Si je lui ouvre, c’est Lui qui viendra souper chez moi. Et comme pour la veuve de Sarepta, c’est Lui qui apportera tout ce qu’il faut pour souper. Nous n’aurons plus faim, nous n’aurons plus soif. Tout s’apaisera, tout s’harmonisera. Tout sera mélodieux. Car Il sera là, avec nous, au milieu de nous. Mais ai-je encore faim ? Ai-je encore soif ? Suis-je encore altéré de Dieu ? Suis-je prêt au sacrifice pour Lui ?


Ne nous leurrons pas, il n’y a qu’en offrant totalement, sans retenue notre vie au Christ, qu’il essuiera toute larme de nos yeux. La vraie question est : ai-je encore faim et soif de Dieu ? Comme le disait Georges Bernanos :

Le démon de notre coeur s'appelle "A quoi bon !"
Le monde moderne n'a pas le temps d'espérer, ni d'aimer, ni de rêver.
La vie, même avec la gloire qui est la plus belle chose humaine, est une chose vide et sans saveur quand on n'y mêle pas toujours absolument Dieu.
Nous voulons tout ce que Dieu veut, mais nous ne savons pas que nous le voulons, nous ne nous connaissons pas, nous ne rentrons en nous que pour mourir, et c'est là qu'il nous attend.


Homélie de saint Cyrille d'Alexandrie (+ 444), Commentaire sur l'évangile de Jean, 7, 10, 26, PG 74, 20.

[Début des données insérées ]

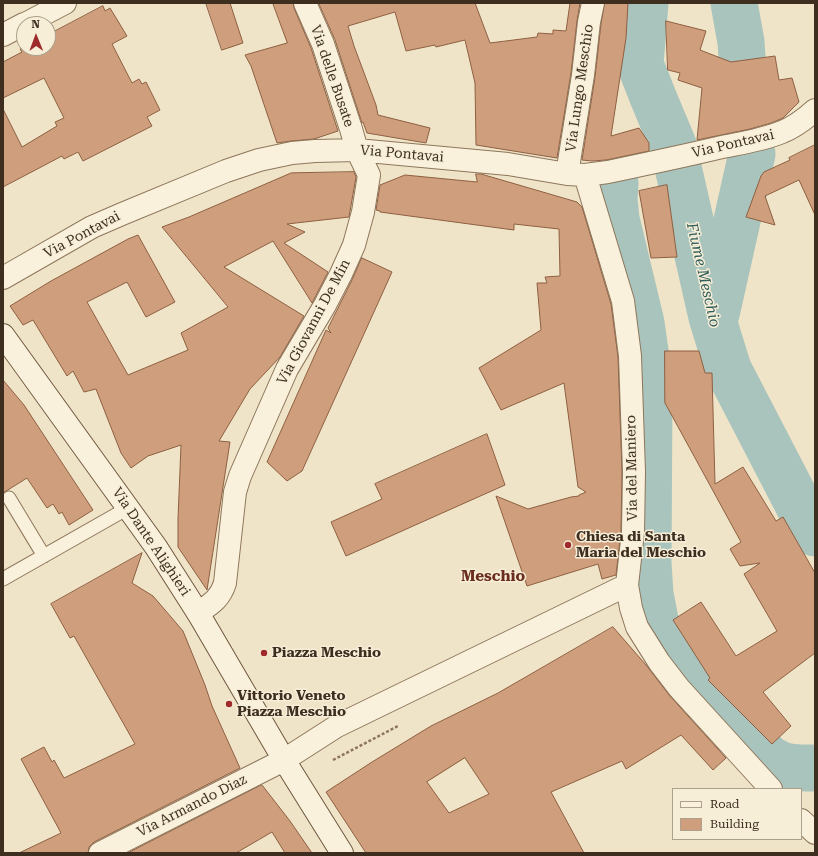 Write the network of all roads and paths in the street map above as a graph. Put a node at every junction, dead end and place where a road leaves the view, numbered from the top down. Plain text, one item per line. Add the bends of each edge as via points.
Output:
1 (65, 3) edge
2 (305, 3) edge
3 (593, 3) edge
4 (40, 16) edge
5 (16, 28) edge
6 (3, 35) edge
7 (815, 110) edge
8 (357, 150) junction
9 (576, 174) junction
10 (3, 278) edge
11 (3, 335) edge
12 (9, 498) dead end
13 (128, 508) junction
14 (44, 556) junction
15 (3, 579) edge
16 (627, 585) junction
17 (198, 612) junction
18 (284, 760) junction
19 (770, 788) edge
20 (802, 821) edge
21 (815, 833) edge
22 (100, 853) edge
23 (342, 853) edge

1 - 4 street
2 - 8 street, Via delle Busate via 323,44
3 - 9 street, Via Lungo Meschio via 583,76
5 - 6 street
7 - 9 street, Via Pontavai via 780,133 608,172
8 - 9 street, Via Pontavai via 508,164
8 - 10 street, Via Pontavai via 292,153 226,171 92,228
8 - 17 street, Via Giovanni De Min via 369,175 354,245 325,305 287,369 240,476 235,492 223,590
9 - 16 street, Via del Maniero via 624,301 630,356 634,472 633,532
11 - 13 street, Via Dante Alighieri
12 - 14 lane
13 - 14 lane
13 - 17 street, Via Dante Alighieri
14 - 15 lane
16 - 18 street via 337,726
16 - 19 street, Via del Maniero via 637,627 659,662 679,688
17 - 18 street, Via Dante Alighieri
18 - 22 street, Via Armando Diaz
18 - 23 street, Via Dante Alighieri
20 - 21 street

La marque distinctive des brebis du Christ, c'est leur aptitude à écouter, à obéir, tandis que les brebis étrangères se distinguent par leur indocilité. Nous comprenons le verbe "écouter" au sens d'acquiescer à ce qui a été dit. Et ceux-là qui l'écoutent sont "connus" de Dieu, car "être connu" signifie être uni. Il n'y a personne qui soit entièrement ignoré de Dieu. Donc, lorsque le Christ dit : Je connais mes brebis, il veut dire: "Je les accueillerai et je les unirai à moi d'une union mystique et permanente."


On peut dire qu'en se faisant homme, il s'est apparenté à tous les hommes par communauté de nature: nous sommes tous unis au Christ par une relation mystique en raison de son incarnation. Mais tous ceux qui ne gardent pas de ressemblance avec sa sainteté lui sont devenus étrangers. <>


Mes brebis me suivent, dit encore le Christ. En effet, les croyants, par la grâce divine, suivent les pas du Christ. Ils n'obéissent pas aux préceptes de la Loi, qui n'étaient que des figures, mais, en suivant par la grâce les préceptes du Christ, ils s'élèveront jusqu'à sa hauteur, conformément à leur vocation de fils de Dieu. Quand le Christ monte au ciel, ils le suivent jusque-là.


Le Christ promet à ceux qui le suivent de leur accorder le salaire et la récompense de la vie éternelle. Il leur promet aussi de les soustraire à la mort et à la corruption, ainsi qu'aux supplices que le juge réclame contre eux pour leurs transgressions. Le Christ, du fait qu'il donne la vie, montre qu'il est par nature la vie en personne, et qu'il la donne de lui-même, sans la recevoir d'un autre.


Par vie éternelle, nous ne comprenons pas cette succession interminable de jours, que tous, bons ou mauvais, posséderont après la résurrection, mais cette vie où l'on demeure dans la joie. On peut aussi comprendre "la vie" au sens de l'eucharistie. Par celle-ci, le Christ greffe en nous sa propre vie, en faisant participer les croyants à sa propre chair, selon sa parole : Celui qui mange m a chair et boit mon sang a la vie éternelle (Jn 6,54).


Prière

Dieu éternel et tout-puissant, guide-nous jusqu'au bonheur du ciel ; que le troupeau parvienne, malgré sa faiblesse, là où son Pasteur est entré victorieux. Lui qui règne.